A política comercial volátil dos últimos tempos tem causado problemas consideráveis à indústria alemã orientada para a exportação. No ano passado, as exportações para os EUA caíram 13% e as da China 16% em relação a 2024. A China foi assim ultrapassada pela França como o segundo maior mercado de vendas. Em 2025, as exportações para França ficaram mesmo à frente da China, com 50 mil milhões de euros - apesar de uma descida de três por cento. "É de esperar que, dentro de alguns anos, as exportações industriais para os Países Baixos e para o Reino Unido ultrapassem também as exportações para a República Popular da China", afirma Oliver Bendig, Partner e Diretor de Consultoria Industrial da Deloitte. "Como nação industrializada, a Alemanha precisa de um novo modelo de negócio".

A atual modelação da série de estudos "Supply Chain Pulse Check" baseia-se no Projeto de Análise do Comércio Global (Universidade de Purdue) e analisa os futuros padrões de comércio entre a Alemanha e 71 países nas indústrias de engenharia mecânica, eléctrica, automóvel e química. Entre outros aspectos, foram tidos em conta o crescimento do PIB, as tendências do alinhamento geopolítico entre a Alemanha e o respetivo parceiro comercial e a evolução das barreiras comerciais pautais e não pautais até março de 2026, inclusive. Os dados relativos às exportações dos anos anteriores foram recolhidos pelo Serviço Federal de Estatística. A modelação comparável da Deloitte a partir de 2024 pressupôs um crescimento anual das exportações industriais de cerca de dois por cento.

Índia e Brasil com grande potencial

As vendas para grandes países do Sul global, como a Índia e o Brasil, também caíram dois e três por cento, respetivamente, em 2025. No entanto, existe aqui um potencial considerável a longo prazo. De acordo com a atual projeção, as exportações para a Índia poderão crescer 3,9% e as exportações para o Brasil 4,1%. Em 2035, as vendas para estes dois países ascenderiam a 13 e 11 mil milhões de euros, respetivamente. A Austrália também poderá ganhar importância, com um aumento de 4,7 por cento, para nove mil milhões de euros. "Os novos acordos de comércio livre são motivo de esperança", afirma o Dr. Jürgen Sandau, sócio e especialista em cadeias de abastecimento da Deloitte. "Mas só a esperança não é suficiente. As empresas devem diversificar as suas cadeias de abastecimento, bem como os seus mercados de vendas, e a Europa deve continuar a reduzir as suas barreiras comerciais no mercado único."

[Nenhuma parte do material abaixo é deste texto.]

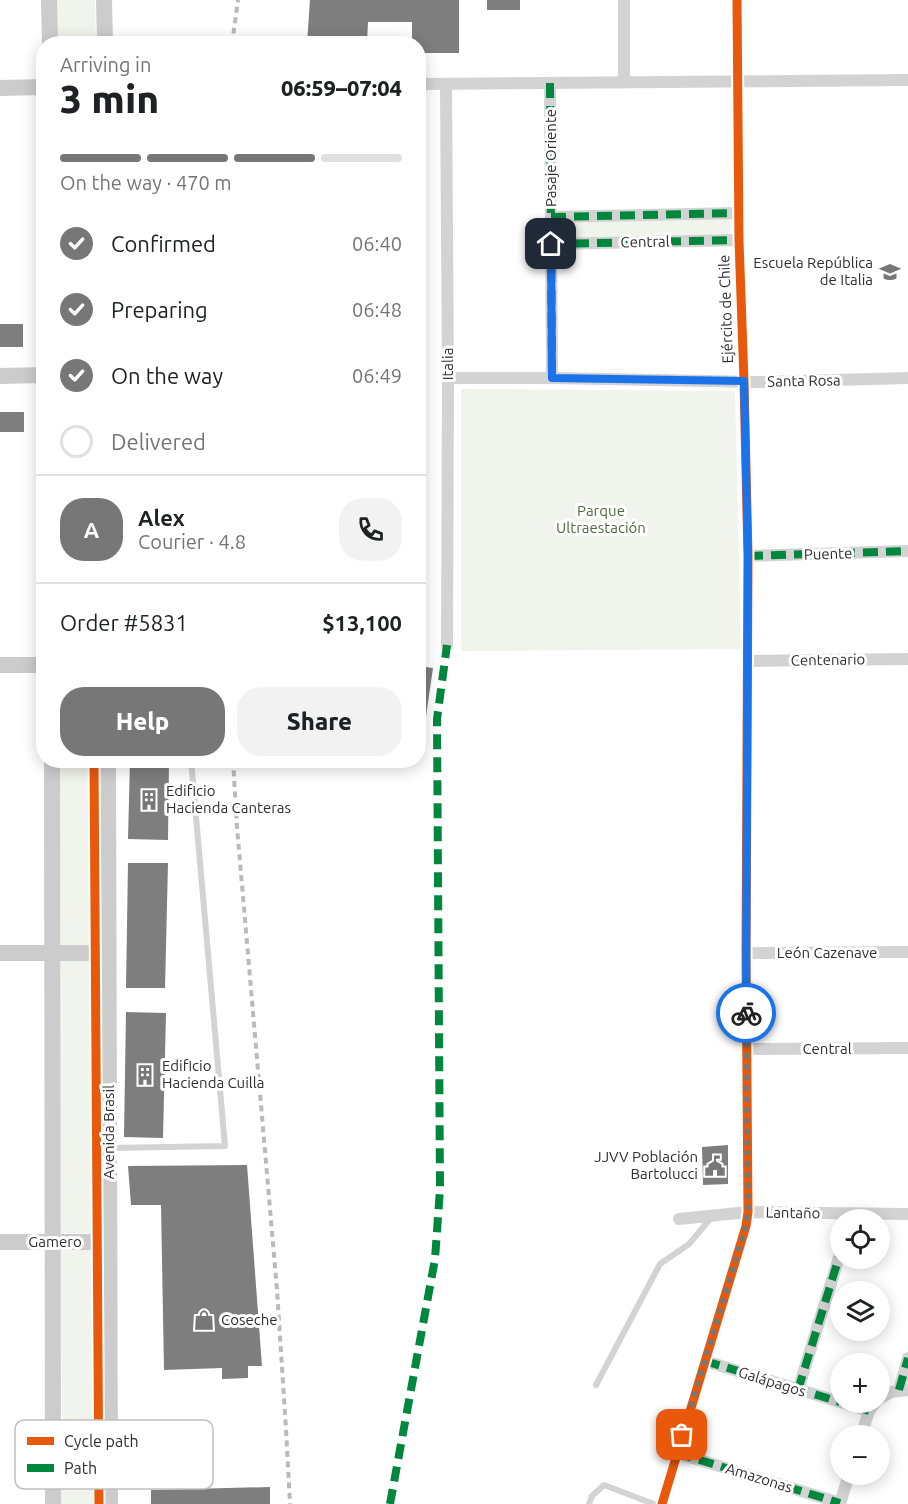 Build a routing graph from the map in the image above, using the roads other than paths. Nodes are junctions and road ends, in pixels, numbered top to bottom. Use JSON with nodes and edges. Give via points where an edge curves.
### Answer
{"nodes":[{"id":1,"x":49,"y":0,"type":"edge"},
{"id":2,"x":104,"y":0,"type":"edge"},
{"id":3,"x":624,"y":0,"type":"edge"},
{"id":4,"x":737,"y":0,"type":"edge"},
{"id":5,"x":50,"y":36,"type":"edge"},
{"id":6,"x":105,"y":36,"type":"edge"},
{"id":7,"x":908,"y":80,"type":"edge"},
{"id":8,"x":737,"y":81,"type":"junction"},
{"id":9,"x":624,"y":82,"type":"junction"},
{"id":10,"x":550,"y":83,"type":"junction"},
{"id":11,"x":426,"y":84,"type":"edge"},
{"id":12,"x":446,"y":84,"type":"junction"},
{"id":13,"x":36,"y":87,"type":"edge"},
{"id":14,"x":0,"y":88,"type":"edge"},
{"id":15,"x":738,"y":213,"type":"junction"},
{"id":16,"x":551,"y":217,"type":"junction"},
{"id":17,"x":739,"y":240,"type":"junction"},
{"id":18,"x":551,"y":244,"type":"junction"},
{"id":19,"x":36,"y":375,"type":"edge"},
{"id":20,"x":0,"y":376,"type":"edge"},
{"id":21,"x":448,"y":378,"type":"junction"},
{"id":22,"x":552,"y":378,"type":"junction"},
{"id":23,"x":908,"y":378,"type":"edge"},
{"id":24,"x":744,"y":381,"type":"junction"},
{"id":25,"x":908,"y":551,"type":"edge"},
{"id":26,"x":748,"y":556,"type":"junction"},
{"id":27,"x":447,"y":645,"type":"dead end"},
{"id":28,"x":908,"y":659,"type":"edge"},
{"id":29,"x":747,"y":661,"type":"junction"},
{"id":30,"x":0,"y":665,"type":"edge"},
{"id":31,"x":36,"y":665,"type":"edge"},
{"id":32,"x":52,"y":768,"type":"edge"},
{"id":33,"x":108,"y":768,"type":"edge"},
{"id":34,"x":192,"y":768,"type":"edge"},
{"id":35,"x":908,"y":952,"type":"edge"},
{"id":36,"x":0,"y":953,"type":"edge"},
{"id":37,"x":52,"y":953,"type":"junction"},
{"id":38,"x":108,"y":953,"type":"junction"},
{"id":39,"x":746,"y":953,"type":"junction"},
{"id":40,"x":908,"y":1048,"type":"edge"},
{"id":41,"x":747,"y":1049,"type":"junction"},
{"id":42,"x":109,"y":1148,"type":"junction"},
{"id":43,"x":748,"y":1212,"type":"junction"},
{"id":44,"x":908,"y":1214,"type":"edge"},
{"id":45,"x":713,"y":1215,"type":"junction"},
{"id":46,"x":830,"y":1215,"type":"edge"},
{"id":47,"x":890,"y":1215,"type":"edge"},
{"id":48,"x":679,"y":1219,"type":"dead end"},
{"id":49,"x":0,"y":1242,"type":"edge"},
{"id":50,"x":52,"y":1242,"type":"junction"},
{"id":51,"x":109,"y":1242,"type":"junction"},
{"id":52,"x":835,"y":1269,"type":"edge"},
{"id":53,"x":908,"y":1358,"type":"edge"},
{"id":54,"x":705,"y":1361,"type":"junction"},
{"id":55,"x":596,"y":1385,"type":"dead end"},
{"id":56,"x":798,"y":1390,"type":"junction"},
{"id":57,"x":903,"y":1390,"type":"edge"},
{"id":58,"x":830,"y":1399,"type":"edge"},
{"id":59,"x":53,"y":1420,"type":"edge"},
{"id":60,"x":110,"y":1420,"type":"edge"},
{"id":61,"x":677,"y":1453,"type":"junction"},
{"id":62,"x":846,"y":1485,"type":"edge"},
{"id":63,"x":589,"y":1504,"type":"edge"},
{"id":64,"x":654,"y":1504,"type":"edge"},
{"id":65,"x":662,"y":1504,"type":"edge"},
{"id":66,"x":840,"y":1504,"type":"edge"}],
"edges":[{"from":1,"to":5,"type":"main road"},
{"from":2,"to":6,"type":"main road"},
{"from":3,"to":9,"type":"street"},
{"from":4,"to":8,"type":"street","name":"Ejército de Chile"},
{"from":7,"to":8,"type":"street"},
{"from":8,"to":9,"type":"street"},
{"from":8,"to":15,"type":"street","name":"Ejército de Chile"},
{"from":9,"to":10,"type":"street"},
{"from":10,"to":12,"type":"street"},
{"from":10,"to":16,"type":"street","name":"Pasaje Oriente"},
{"from":11,"to":12,"type":"street"},
{"from":12,"to":21,"type":"street","name":"Italia"},
{"from":13,"to":14,"type":"main road"},
{"from":15,"to":16,"type":"street","name":"Central"},
{"from":15,"to":17,"type":"street","name":"Ejército de Chile"},
{"from":16,"to":18,"type":"street","name":"Pasaje Oriente"},
{"from":17,"to":18,"type":"street","name":"Central"},
{"from":17,"to":24,"type":"street","name":"Ejército de Chile"},
{"from":18,"to":22,"type":"street","name":"Pasaje Oriente"},
{"from":19,"to":20,"type":"main road"},
{"from":21,"to":22,"type":"street","name":"Santa Rosa"},
{"from":21,"to":27,"type":"street","name":"Italia"},
{"from":22,"to":24,"type":"street","name":"Santa Rosa"},
{"from":23,"to":24,"type":"street","name":"Santa Rosa"},
{"from":24,"to":26,"type":"street","name":"Ejército de Chile"},
{"from":25,"to":26,"type":"street","name":"Puente"},
{"from":26,"to":29,"type":"street","name":"Ejército de Chile"},
{"from":28,"to":29,"type":"street","name":"Centenario"},
{"from":29,"to":39,"type":"street","name":"Ejército de Chile"},
{"from":30,"to":31,"type":"main road"},
{"from":32,"to":37,"type":"main road"},
{"from":33,"to":38,"type":"main road","name":"Avenida Brasil"},
{"from":34,"to":42,"type":"lane","via":[[225,1146]]},
{"from":35,"to":39,"type":"street","name":"León Cazenave"},
{"from":36,"to":37,"type":"main road"},
{"from":37,"to":38,"type":"main road"},
{"from":37,"to":50,"type":"main road"},
{"from":38,"to":42,"type":"main road","name":"Avenida Brasil"},
{"from":39,"to":41,"type":"street","name":"Ejército de Chile"},
{"from":40,"to":41,"type":"street","name":"Central"},
{"from":41,"to":43,"type":"street","name":"Ejército de Chile"},
{"from":42,"to":51,"type":"main road","name":"Avenida Brasil"},
{"from":43,"to":45,"type":"street","name":"Lantaño"},
{"from":43,"to":46,"type":"street","name":"Lantaño"},
{"from":43,"to":54,"type":"street","name":"Ejército de Chile"},
{"from":44,"to":47,"type":"street","name":"Lantaño"},
{"from":45,"to":48,"type":"street","name":"Lantaño"},
{"from":45,"to":55,"type":"lane","via":[[689,1244],[660,1264]]},
{"from":49,"to":50,"type":"main road","name":"Gamero"},
{"from":50,"to":51,"type":"main road","name":"Gamero"},
{"from":50,"to":59,"type":"main road"},
{"from":51,"to":60,"type":"main road","name":"Avenida Brasil"},
{"from":52,"to":56,"type":"street"},
{"from":53,"to":57,"type":"street"},
{"from":54,"to":56,"type":"street","name":"Galápagos"},
{"from":54,"to":61,"type":"street","name":"Ejército de Chile"},
{"from":56,"to":58,"type":"street","name":"Galápagos"},
{"from":61,"to":65,"type":"street","name":"Ejército de Chile"},
{"from":61,"to":66,"type":"street","name":"Amazonas"},
{"from":62,"to":66,"type":"street"},
{"from":63,"to":64,"type":"lane","via":[[604,1485]]}]}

As exportações para os principais mercados europeus, como os Países Baixos (3%), o Reino Unido (4%) e a Polónia (6%), também aumentaram no ano passado. De acordo com a atual modelização, esta tendência irá manter-se. As vendas para a Polónia e Espanha poderão crescer 2,9 e 2,3 por cento, para 56 e 38 mil milhões de euros em 2035. No total, os dez maiores mercados da Europa poderão ter um volume de 417 mil milhões de euros em 2035 - quase o dobro dos maiores mercados da Ásia e da América, incluindo a China e os EUA. A longo prazo, o potencial na Europa poderá ser ainda maior se as barreiras comerciais dentro da União Europeia continuarem a ser desmanteladas.